Building partnerships that improve learning

16 May 2019

By Martha Kamundi PhD, Academics Fellow, Bridge International Academies


As part of ongoing measurement and evaluation, Bridge has been using numeracy and literacy assessments like Early Grade Mathematics Assessment (EGMA) and Early Grade Reading Assessment (EGRA) to assess competencies of its pupils. When an opportunity arose to pilot software that has built-in assessment to create an adaptive and personalised learning system, we did not shy away.

onebillion is a nonprofit organisation that have designed and built  comprehensive and scalable software for children learning both in and out of school. Like Bridge, it is focused on creating innovative ways to improve learning outcomes for children. The onebillion educational software – onecourse – approaches numeracy and literacy in the child’s own language using a suite of reading, writing and numeracy activities. Jamie Stuart, CTO and Director of onebillion approached Bridge in Kenya to assist in testing a new component of their onecourse software. The component would assess pupil learning levels and provide data to onecourse in order to align the rigour of the activities with the ability levels of the learner. At the time, onebillion was also one of five finalists for the well publicized $15M Global Learning XPRIZE.

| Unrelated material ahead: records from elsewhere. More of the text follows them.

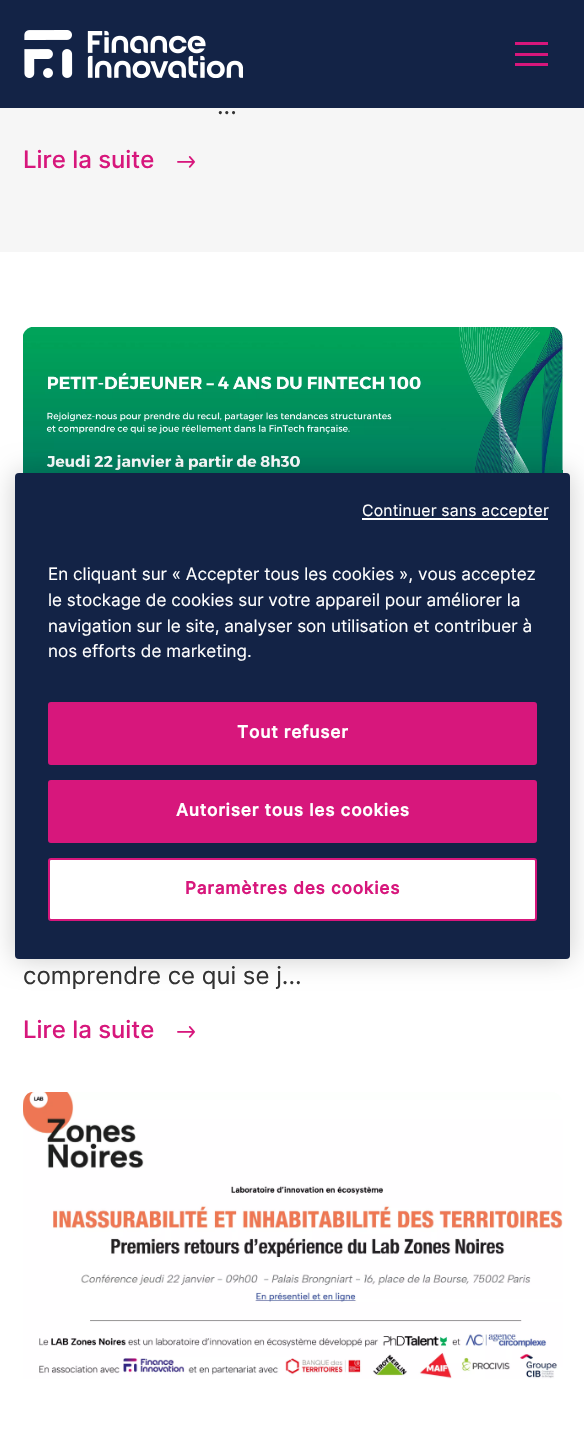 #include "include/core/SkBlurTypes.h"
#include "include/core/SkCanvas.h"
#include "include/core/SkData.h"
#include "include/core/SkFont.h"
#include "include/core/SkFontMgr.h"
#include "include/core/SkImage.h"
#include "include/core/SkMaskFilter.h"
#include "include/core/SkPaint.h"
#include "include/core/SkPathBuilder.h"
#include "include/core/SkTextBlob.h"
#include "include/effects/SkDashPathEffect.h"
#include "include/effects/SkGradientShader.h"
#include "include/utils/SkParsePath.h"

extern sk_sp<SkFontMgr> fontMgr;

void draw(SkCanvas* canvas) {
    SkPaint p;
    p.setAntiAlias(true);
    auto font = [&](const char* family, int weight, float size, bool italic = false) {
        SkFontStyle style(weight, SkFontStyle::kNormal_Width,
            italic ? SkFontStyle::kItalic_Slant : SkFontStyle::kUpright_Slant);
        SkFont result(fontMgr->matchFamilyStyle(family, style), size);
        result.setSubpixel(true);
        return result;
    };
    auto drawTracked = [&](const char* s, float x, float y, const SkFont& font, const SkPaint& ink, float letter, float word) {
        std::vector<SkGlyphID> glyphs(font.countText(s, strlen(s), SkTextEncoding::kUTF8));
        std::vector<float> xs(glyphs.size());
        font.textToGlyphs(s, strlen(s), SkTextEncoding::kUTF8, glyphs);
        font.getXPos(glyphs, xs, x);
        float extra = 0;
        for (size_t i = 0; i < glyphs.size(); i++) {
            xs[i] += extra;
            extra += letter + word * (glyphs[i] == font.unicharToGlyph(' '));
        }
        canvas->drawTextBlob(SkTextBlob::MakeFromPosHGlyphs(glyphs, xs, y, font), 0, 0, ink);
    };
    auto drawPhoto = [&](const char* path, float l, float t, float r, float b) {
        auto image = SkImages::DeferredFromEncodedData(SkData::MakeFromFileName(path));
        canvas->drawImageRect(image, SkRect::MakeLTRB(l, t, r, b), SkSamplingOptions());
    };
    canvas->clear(0xFFFFFFFF);
    p.setColor(0xFF132346);
    canvas->drawRect(SkRect::MakeLTRB(0, 0, 584, 108), p);
    drawPhoto("media/1.png", 24, 30, 243, 78);
    {
        const struct { float l, t, r, b; SkColor color; } items[] = {
            {515, 53, 548, 56, 0xFFD7177C},
            {515, 42, 548, 45, 0xFFD7177C},
            {515, 63, 548, 66, 0xFFD7177C},
            {0, 108, 584, 252, 0xFFF6F6F6},
        };
        for (auto [l, t, r, b, color] : items) {
            p.setColor(color);
            canvas->drawRect(SkRect::MakeLTRB(l, t, r, b), p);
        }
    }
    auto font1 = font("Inter", 400, 24);
    p.setColor(0xFF333333);
    canvas->drawString("...", 217, 114, font1, p);
    auto font2 = font("Inter", 500, 24);
    p.setColor(0xFFD7177C);
    canvas->drawString("Lire la suite", 23, 168, font2, p);
    drawPhoto("media/2.png", 177, 156, 195, 168);
    drawPhoto("media/3.png", 23, 327, 563, 473);
    p.setColor(0xFF333333);
    canvas->drawString("comprendre ce qui se j...", 23, 984, font1, p);
    p.setColor(0xFFD7177C);
    canvas->drawString("Lire la suite", 23, 1038, font2, p);
    drawPhoto("media/4.png", 177, 1026, 195, 1038);
    drawPhoto("media/5.png", 23, 1092, 563, 1379);
    p.setColor(0x33000000);
    p.setMaskFilter(SkMaskFilter::MakeBlur(kNormal_SkBlurStyle, 13.5f));
    canvas->drawRoundRect(SkRect::MakeLTRB(15, 473, 570, 959), 4, 4, p);
    p.setMaskFilter(nullptr);
    p.setColor(0xFF132346);
    canvas->drawRoundRect(SkRect::MakeLTRB(15, 473, 570, 959), 4, 4, p);
    p.setColor(0xFFFFFFFF);
    canvas->drawRect(SkRect::MakeLTRB(362, 518, 548, 520), p);
    auto font3 = font("Inter", 400, 15.75f);
    drawTracked("Continuer sans accepter", 362, 516, font3, p, 0.2f, 0);
    auto font4 = font("Inter", 400, 17.1f);
    {
        const struct { const char* s; float x, y; } items[] = {
            {"En cliquant sur « Accepter tous les cookies », vous acceptez", 48, 580},
            {"le stockage de cookies sur votre appareil pour améliorer la", 48, 606},
            {"navigation sur le site, analyser son utilisation et contribuer à", 48, 632},
            {"nos efforts de marketing.", 48, 657},
        };
        for (auto [s, x, y] : items) {
            canvas->drawString(s, x, y, font4, p);
        }
    }
    p.setColor(0xFFD7177C);
    canvas->drawRoundRect(SkRect::MakeLTRB(49, 703, 536, 764), 2, 2, p);
    p.setStyle(SkPaint::kStroke_Style);
    p.setStrokeWidth(2);
    canvas->drawRoundRect(SkRect::MakeLTRB(49, 703, 536, 764), 2, 2, p);
    auto font5 = font("Inter", 700, 17.1f);
    p.setStyle(SkPaint::kFill_Style);
    p.setColor(0xFFFFFFFF);
    drawTracked("Tout refuser", 237, 738, font5, p, 0.85f, 0);
    p.setColor(0xFFD7177C);
    canvas->drawRoundRect(SkRect::MakeLTRB(49, 781, 536, 842), 2, 2, p);
    p.setStyle(SkPaint::kStroke_Style);
    canvas->drawRoundRect(SkRect::MakeLTRB(49, 781, 536, 842), 2, 2, p);
    p.setStyle(SkPaint::kFill_Style);
    p.setColor(0xFFFFFFFF);
    drawTracked("Autoriser tous les cookies", 176, 816, font5, p, 0.85f, 0);
    canvas->drawRoundRect(SkRect::MakeLTRB(49, 859, 536, 920), 2, 2, p);
    p.setStyle(SkPaint::kStroke_Style);
    p.setColor(0xFFD7177C);
    canvas->drawRoundRect(SkRect::MakeLTRB(49, 859, 536, 920), 2, 2, p);
    p.setStyle(SkPaint::kFill_Style);
    drawTracked("Paramètres des cookies", 185, 894, font5, p, 0.85f, 0);
}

The minute the children saw Jamie and I arrive at Kingston Academy on May 2nd, they knew that something good was about to happen. Shadrack Juma, the Kingston Academy Manager quickly set up Jamie in the hall, while I approached the children’s teachers. A few pupils from Grades 1-4 had been invited to participate in the pilot during the school day. As they came to take part, I introduced myself, asked them to tell me their names and then told them that they’d get to play a game on a computer tablet. Jamie introduced himself and the cool ‘game’. The game, which was in Swahili, had a digital teacher called Mahira who gave short and clear instructions in audio, on each activity and also provided encouragement to the children throughout. Jamie was a natural with the children, and quickly made them feel at ease. Pupils were well on their way to finishing the game. The test had a total of 15 questions. Children got feedback on their performance on each question right away, without breaking their spirit if they got a question wrong. Ensuring that children are not disheartened if they get a question wrong reflects the approach taken in Bridge classrooms.

Girl with headphones uses onebillion tablet computer
Pictured: A Bridge Kenya pupil uses the onebillion tablet.

The test went smoothly. By the end of the 3-hour session, several children who were not participating had heard news of the game. The children began hanging around in the room, waiting their turn! In the end, Jamie gave two tablets on game mode to two of the children. Within minutes, the room filled up with more curious onlookers! It became clear that while the game was an educational tool, it was also fun. The children who are used to their teachers using teacher computers in their classes were quite excited and comfortable holding a tablet and using the software. With Mahira’s and Jamie’s help, it was as if the children had been using the software all their lives.

Children gather round a onebillion computer tablet
Pictured: Soon, every pupil wanted to experience the onebillion tablet.

As with most research, you test and then test again. onebillion returned to Bridge a week later for additional testing. The purpose of the second testing session was to verify the accuracy and repeatability of the onecourse assessment component. We wanted to ensure that when pupils completed the test again, they received a similar, consistent score. When we arrived it was as if all the children at Kingston Academy had been waiting for us. This time, our interested audience was even larger and bolder! Due to the large audience, it was not possible to give out the tablets on game mode for play. Instead Jamie took a few group photos of the children holding the tablet.

Working with partners and helping to test ways of improving learning is an important part of working at Bridge. We are very proud of onebillion for being a co-winner in the Global Learning XPRIZE and are quite excited about future potential collaboration opportunities.